Quote 6: Incoming Vice President Kamala Harris on Stephen Colbert show, August 28, 2020.
Quote 7: Trump at the January 6 speech.
Quote 8: House Speaker Nancy Pelosi during a 2018 interview, discussing the issue of family separation at the southern border.
Quote 9: Trump at the January 6 speech.
Quote 10: Ex-NFL quarterback Colin Kaepernick in a tweet on May 28, 2020. A few days later (June 3) Twitter’s Jack Dorsey announced that he was giving Kaepernick $3 million.
Quote 11: Trump at the January 6 speech.
Do Trump’s statements really appear to be more of an “incitement to violence” than the statements of Pressley, Ocasio-Cortez, Pelosi and Harris? Not from anything I can find in the words. You just have to understand that there is good mob violence and bad mob violence. It all depends whether the rioters on on our side.

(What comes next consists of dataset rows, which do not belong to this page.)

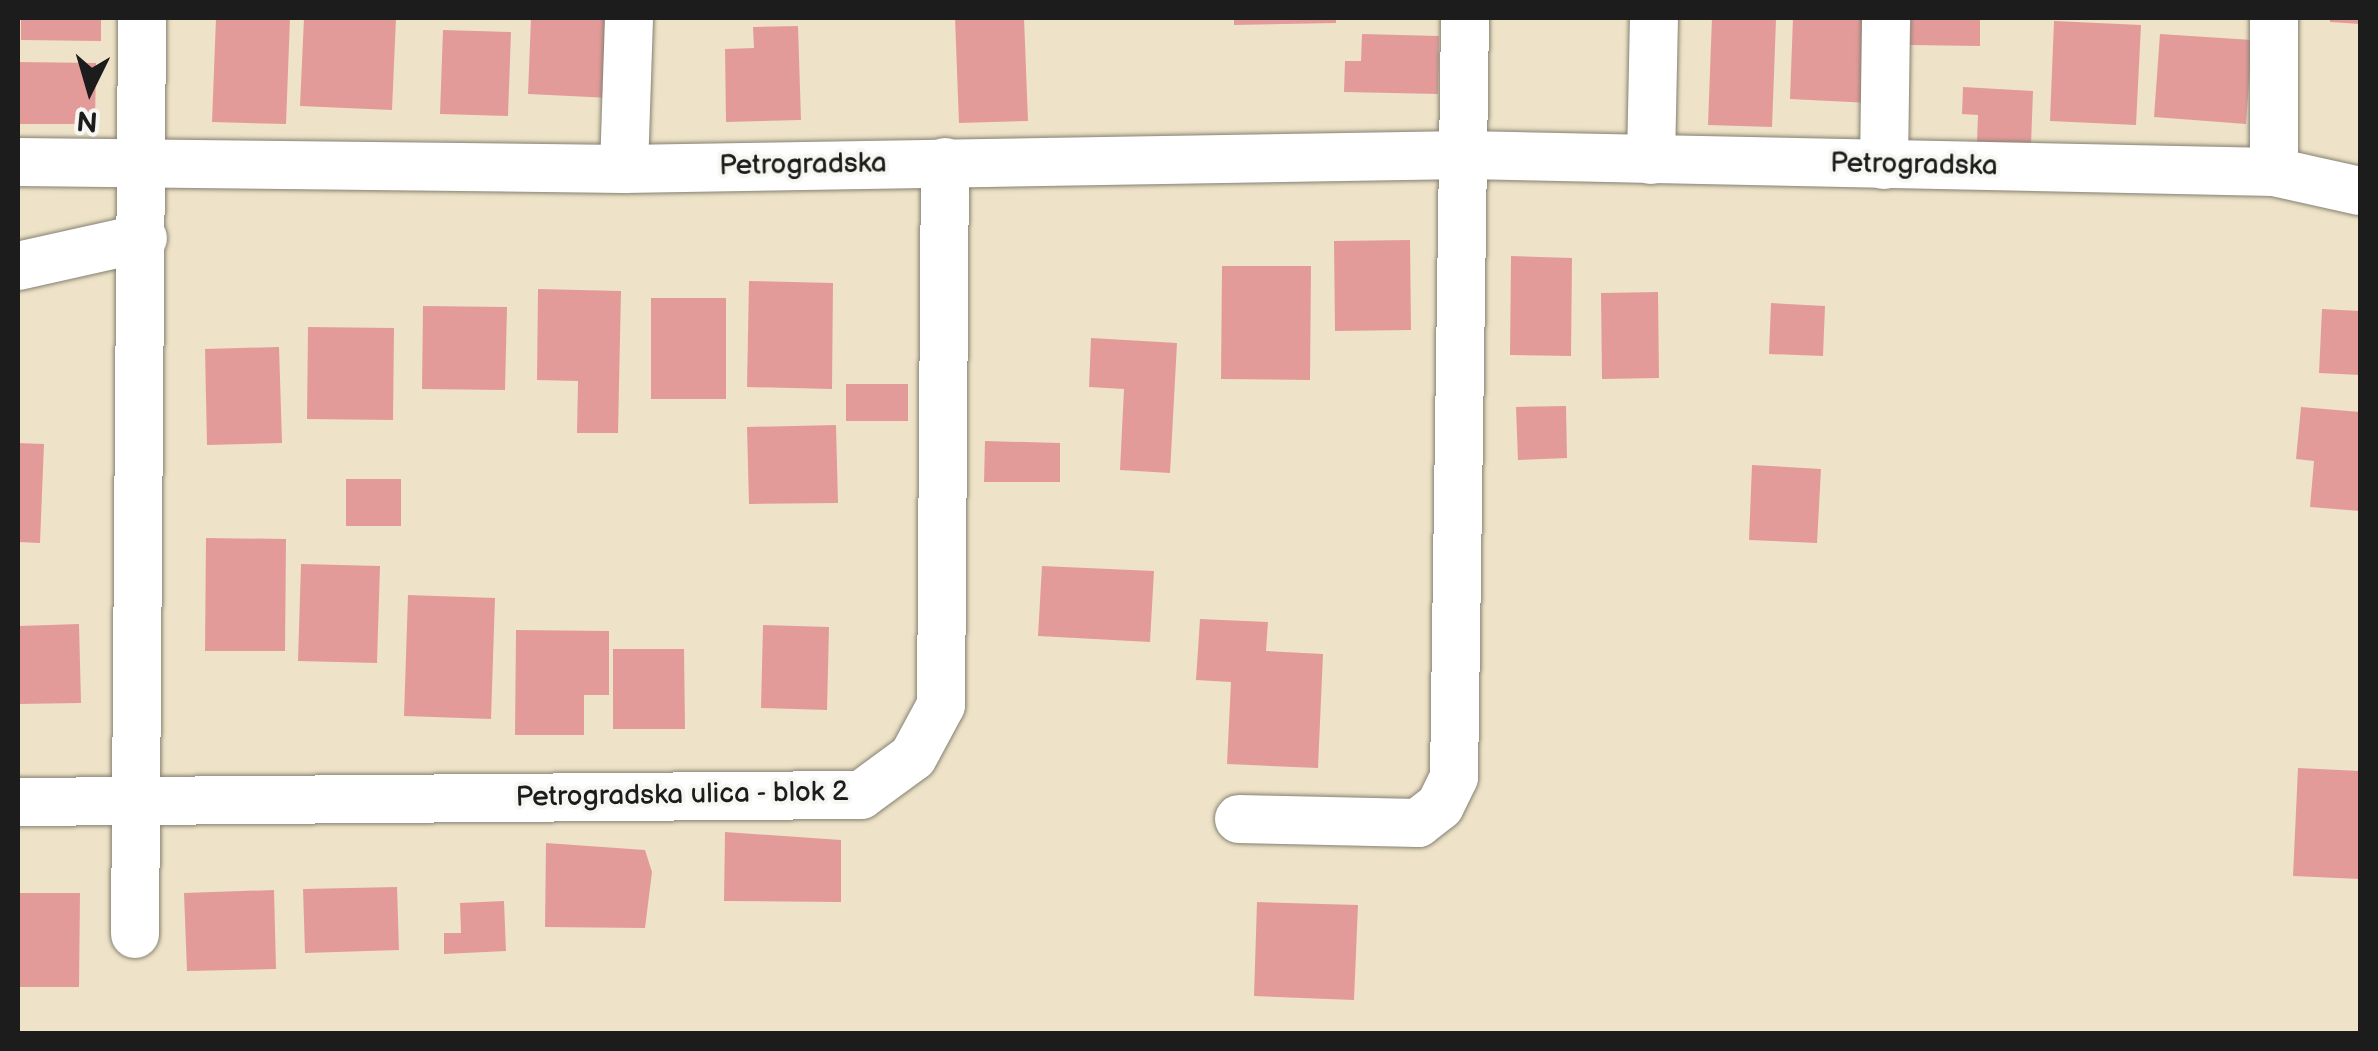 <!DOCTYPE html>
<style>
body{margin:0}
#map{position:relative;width:2378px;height:1051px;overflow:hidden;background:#eee3c8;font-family:"Balsamiq Sans",sans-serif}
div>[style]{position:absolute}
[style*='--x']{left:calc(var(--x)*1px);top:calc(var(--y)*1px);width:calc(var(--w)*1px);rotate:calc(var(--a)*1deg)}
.building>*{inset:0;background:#e39b9a}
.roads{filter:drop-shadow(0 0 2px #858072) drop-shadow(0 0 2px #858072)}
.minor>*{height:48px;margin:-24px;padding:0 24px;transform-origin:24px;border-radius:24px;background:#fff}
span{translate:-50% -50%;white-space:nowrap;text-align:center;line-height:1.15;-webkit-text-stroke:8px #f6f6f2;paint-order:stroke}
.street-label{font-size:28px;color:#1c1c1c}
.frame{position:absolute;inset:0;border:20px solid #1c1c1c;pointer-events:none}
.north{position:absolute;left:40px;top:40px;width:100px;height:100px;-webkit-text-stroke:8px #f6f6f2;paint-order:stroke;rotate:185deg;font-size:28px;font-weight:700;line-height:40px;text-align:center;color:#1c1c1c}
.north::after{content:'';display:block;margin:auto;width:35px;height:45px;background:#1c1c1c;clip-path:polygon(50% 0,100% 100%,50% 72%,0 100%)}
</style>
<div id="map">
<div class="building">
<div style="clip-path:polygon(21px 18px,101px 18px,101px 41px,21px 40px)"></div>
<div style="clip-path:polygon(216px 18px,290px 18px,286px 124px,212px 122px)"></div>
<div style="clip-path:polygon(304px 18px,396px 18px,392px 110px,300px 106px)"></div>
<div style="clip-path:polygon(531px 18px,614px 18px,611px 98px,528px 94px)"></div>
<div style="clip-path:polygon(955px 18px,1024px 18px,1028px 121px,959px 123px)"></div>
<div style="clip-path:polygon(1234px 18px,1336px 18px,1336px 23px,1234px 25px)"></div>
<div style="clip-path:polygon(1712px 18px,1776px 20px,1772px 127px,1708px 125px)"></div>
<div style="clip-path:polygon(1793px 18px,1873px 18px,1870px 103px,1790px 99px)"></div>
<div style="clip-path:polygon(1911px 18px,1980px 18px,1980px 46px,1910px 45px)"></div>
<div style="clip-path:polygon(2330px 18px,2360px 18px,2360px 24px,2330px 22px)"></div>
<div style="clip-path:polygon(2054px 21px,2141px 25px,2136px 125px,2050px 121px)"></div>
<div style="clip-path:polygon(798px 26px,801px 120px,726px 122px,725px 49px,754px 48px,753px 27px)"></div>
<div style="clip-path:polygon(443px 30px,511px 32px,508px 116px,440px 114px)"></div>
<div style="clip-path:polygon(1362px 34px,1439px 36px,1438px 94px,1344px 92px,1345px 61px,1361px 61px)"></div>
<div style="clip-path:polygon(2160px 34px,2252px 40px,2246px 124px,2154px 117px)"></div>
<div style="clip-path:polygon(18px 62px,96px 63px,95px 124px,18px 124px)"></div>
<div style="clip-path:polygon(1963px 87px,2033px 91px,2031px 145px,1977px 142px,1978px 115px,1962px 114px)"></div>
<div style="clip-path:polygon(1410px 240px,1411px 330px,1335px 331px,1334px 241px)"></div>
<div style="clip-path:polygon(1511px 256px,1572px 258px,1571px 356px,1510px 355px)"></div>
<div style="clip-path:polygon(1222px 266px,1311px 266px,1310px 380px,1221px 379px)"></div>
<div style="clip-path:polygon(749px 281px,833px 283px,832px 389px,747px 387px)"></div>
<div style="clip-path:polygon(538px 289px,621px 291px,618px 433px,577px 433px,578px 381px,537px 380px)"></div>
<div style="clip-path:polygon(1658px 292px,1659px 378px,1602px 379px,1601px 293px)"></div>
<div style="clip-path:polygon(651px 298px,726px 298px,726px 399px,651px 399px)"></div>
<div style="clip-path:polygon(1771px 303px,1825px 306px,1823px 356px,1769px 354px)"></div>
<div style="clip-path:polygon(423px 306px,507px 307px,505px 390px,422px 389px)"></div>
<div style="clip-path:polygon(2322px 309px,2360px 311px,2360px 375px,2319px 373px)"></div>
<div style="clip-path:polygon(308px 327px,394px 328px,393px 420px,307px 419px)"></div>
<div style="clip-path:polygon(1091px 338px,1177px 343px,1170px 473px,1120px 470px,1124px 389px,1089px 387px)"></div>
<div style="clip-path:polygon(279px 347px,282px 443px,207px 445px,205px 349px)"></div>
<div style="clip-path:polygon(846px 384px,908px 384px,908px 421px,846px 421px)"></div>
<div style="clip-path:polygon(1566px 406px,1567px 458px,1518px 460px,1516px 407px)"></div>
<div style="clip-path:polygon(2301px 407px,2360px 412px,2360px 511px,2310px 507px,2314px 461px,2296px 459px)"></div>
<div style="clip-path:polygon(836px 425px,838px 503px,749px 504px,747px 427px)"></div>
<div style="clip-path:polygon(985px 441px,1060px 443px,1060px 482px,984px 482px)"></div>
<div style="clip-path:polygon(18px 443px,44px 444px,40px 543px,18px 542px)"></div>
<div style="clip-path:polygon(1752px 465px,1821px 469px,1817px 543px,1749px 540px)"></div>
<div style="clip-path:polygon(346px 479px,401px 479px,401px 526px,346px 526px)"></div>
<div style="clip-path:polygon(206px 538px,286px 539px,285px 651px,205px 651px)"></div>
<div style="clip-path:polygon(301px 564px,380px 566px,377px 663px,298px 661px)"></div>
<div style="clip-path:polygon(1042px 566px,1154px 571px,1150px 642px,1038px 636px)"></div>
<div style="clip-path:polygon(408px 595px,495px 598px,491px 719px,404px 716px)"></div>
<div style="clip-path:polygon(1200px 619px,1268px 622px,1266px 651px,1323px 654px,1318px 768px,1227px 764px,1231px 682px,1196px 680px)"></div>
<div style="clip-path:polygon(79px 624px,81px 703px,18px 704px,18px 626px)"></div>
<div style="clip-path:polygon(763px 625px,829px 627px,827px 710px,761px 708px)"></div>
<div style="clip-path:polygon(516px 630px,609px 631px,609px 695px,584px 695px,584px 735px,515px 735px)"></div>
<div style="clip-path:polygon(613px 649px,684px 649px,685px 729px,613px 729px)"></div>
<div style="clip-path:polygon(2298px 768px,2360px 771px,2360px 879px,2293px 876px)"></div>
<div style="clip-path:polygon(725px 832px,841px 840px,841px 902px,724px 901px)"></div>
<div style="clip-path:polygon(546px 843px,645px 850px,652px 872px,645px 928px,545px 927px)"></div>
<div style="clip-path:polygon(397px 887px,399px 950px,305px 953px,303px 889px)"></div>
<div style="clip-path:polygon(274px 890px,276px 969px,187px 971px,184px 893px)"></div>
<div style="clip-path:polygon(18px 893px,80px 893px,79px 987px,18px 987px)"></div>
<div style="clip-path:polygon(504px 901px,506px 951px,444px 954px,444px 933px,461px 933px,460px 903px)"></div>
<div style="clip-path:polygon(1257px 902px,1358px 905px,1354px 1000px,1254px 996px)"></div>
</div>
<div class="roads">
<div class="minor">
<div style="--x:2274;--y:18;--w:154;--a:90"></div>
<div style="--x:1651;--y:160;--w:142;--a:-88.8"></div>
<div style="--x:18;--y:162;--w:606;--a:0.66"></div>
<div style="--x:624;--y:169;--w:841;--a:-0.95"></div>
<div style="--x:1465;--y:155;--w:809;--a:1.2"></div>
<div style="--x:2274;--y:172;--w:88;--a:12.5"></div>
<div style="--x:1884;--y:165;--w:147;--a:-89.2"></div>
<div style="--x:624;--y:169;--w:151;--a:-88.1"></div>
<div style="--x:18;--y:266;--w:128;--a:-12.6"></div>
<div style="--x:18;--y:802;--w:843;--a:-0.48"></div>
<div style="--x:861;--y:795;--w:64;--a:-36.2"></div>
<div style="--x:913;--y:757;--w:59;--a:-61.7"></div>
<div style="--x:941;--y:705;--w:543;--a:-89.58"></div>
<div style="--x:1239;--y:819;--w:179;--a:1.3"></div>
<div style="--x:1418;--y:823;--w:28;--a:-38"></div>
<div style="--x:1440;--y:806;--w:32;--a:-64"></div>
<div style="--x:1454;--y:777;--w:759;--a:-89.17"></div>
<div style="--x:135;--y:934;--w:916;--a:-89.56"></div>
</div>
</div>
<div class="street-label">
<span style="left:803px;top:165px;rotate:-1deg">Petrogradska</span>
<span style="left:1914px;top:165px;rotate:1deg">Petrogradska</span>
<span style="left:682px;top:795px;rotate:-1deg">Petrogradska ulica - blok 2</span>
</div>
<div class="frame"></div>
<div class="north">N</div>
</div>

UPDATE, January 11: I thought I might do readers a favor and read all the way through that NYT article with the headline “Trump Incites Mob,” to see if they ever quote any words that constitute the supposed “incitement.”In the whole very long article, the entirety of direct quotation from Trump’s pre-riot speech is found in this one paragraph:
“‘We will never concede,’ he told a group of thousands gathered near the White House, inveighing against members of his own party preparing to finalize his loss as ‘weak Republicans’ whose leadership had gone ‘down the tubes.’ He then repeatedly told them to march to the Capitol where the vote tallying was about to get underway. The violence began a little more than two hours later.”
In other words, they couldn’t find anything that remotely constituted “incitement,” but they ran with that gigantic headline anyway. Shameful."